The star_nh program is adapted to the rooted case: the location of the root
should be specified, and star-decomposition is performed in both "sides"
of the tree.

Most features of program eval_nh are relevant for star_nh. Below are listed
features specific to star_nh.


-- INPUT --

Three files are required: a sequence file, a tree file and an option file.

The sequence file should be in MASE+ format and should include a single data
set.

A tree file is required to specify the location of the root: two groups of
taxa must be defined, as in file exple.utree. A single tree is required.
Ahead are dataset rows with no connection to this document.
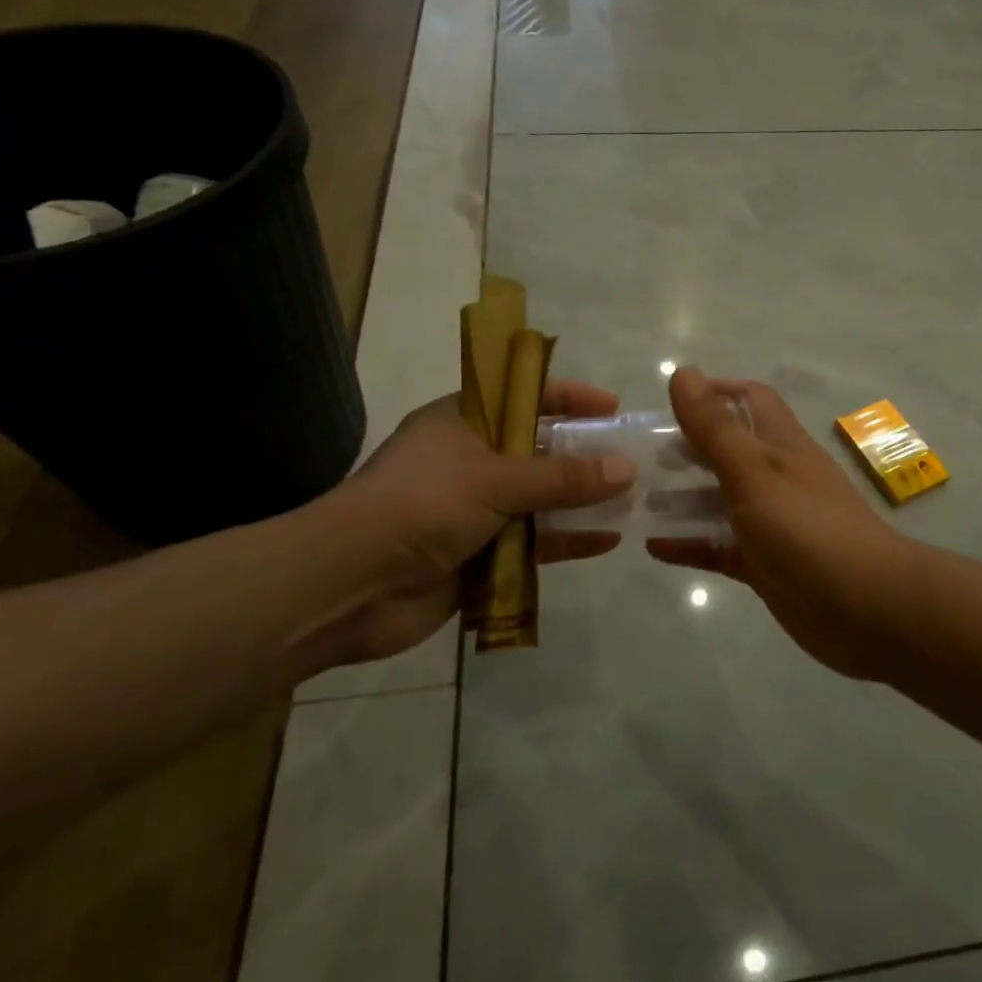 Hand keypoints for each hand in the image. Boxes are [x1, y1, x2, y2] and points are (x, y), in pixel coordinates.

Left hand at [301, 381, 636, 666]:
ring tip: (631, 500)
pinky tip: (606, 540)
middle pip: (537, 449)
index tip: (612, 407)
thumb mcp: (496, 479)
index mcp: (461, 422)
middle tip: (631, 458)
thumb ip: (562, 475)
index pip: (522, 395)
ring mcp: (474, 510)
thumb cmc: (421, 505)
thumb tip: (626, 467)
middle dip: (583, 454)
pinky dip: (566, 540)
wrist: (350, 586)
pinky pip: (532, 542)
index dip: (569, 397)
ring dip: (580, 500)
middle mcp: (469, 460)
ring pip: (539, 499)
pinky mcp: (479, 555)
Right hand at [648, 368, 910, 678]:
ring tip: (638, 499)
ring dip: (684, 498)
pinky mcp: (766, 565)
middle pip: (730, 450)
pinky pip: (721, 548)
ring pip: (721, 501)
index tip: (670, 404)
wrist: (869, 609)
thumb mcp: (754, 473)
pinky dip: (691, 544)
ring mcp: (772, 523)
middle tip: (644, 458)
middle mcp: (777, 478)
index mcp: (781, 445)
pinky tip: (654, 547)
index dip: (715, 392)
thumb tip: (683, 372)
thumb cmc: (808, 530)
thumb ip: (716, 427)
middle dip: (690, 448)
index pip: (750, 400) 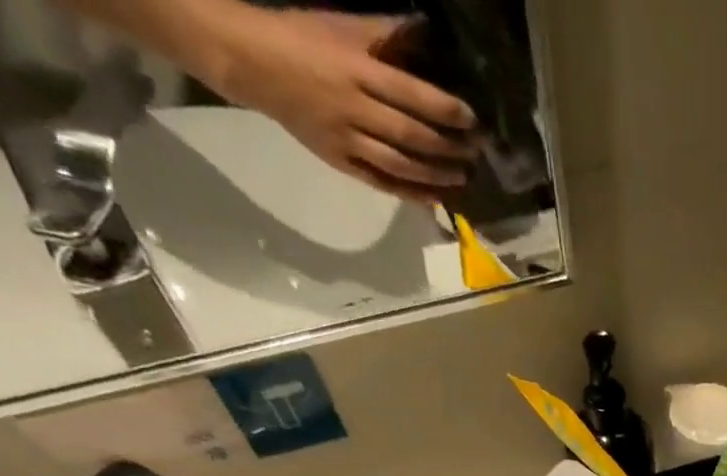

The ALLCOUPLES option is useless since a single data set can be processed.





                 -------  SHAKE_NH  -------

shake_nh implements the tree-pruning-regrafting algorithm (Felsenstein 1993).
A starting (resolved) tree is modified by pruning any subtree and
moving it to another place. Resulting trees are evaluated. If a rearrangement
results in an increase of the likelihood, the new tree is kept as a starting
tree, and the algorithm iterates until no rearrangement increases the
likelihood.

Again, the shake_nh program is adapted to the rooted case. Again, most features
of programs eval_nh and star_nh are relevant.


-- INPUT --

Three files are required: a sequence file, a tree file and an option file.

The sequence file should be in MASE+ format and should include a single data
set.

A tree file is required to specify the starting tree topology. A single,
resolved tree is required.

The ALLCOUPLES option is useless since a single data set can be processed.


-- OPTIONS --

Two additional options are available:

SH_G: number of internal branches crossed during rearrangements (G option in
phylip. See phylip manual). -1 means maximum G value.

SH_MAXLCROSSED: Maximum length of crossed branches during rearrangements.
Rearrangements that involve moving a subtree accross a branch of length higher
than the supplied value are not considered. -1. means infinite.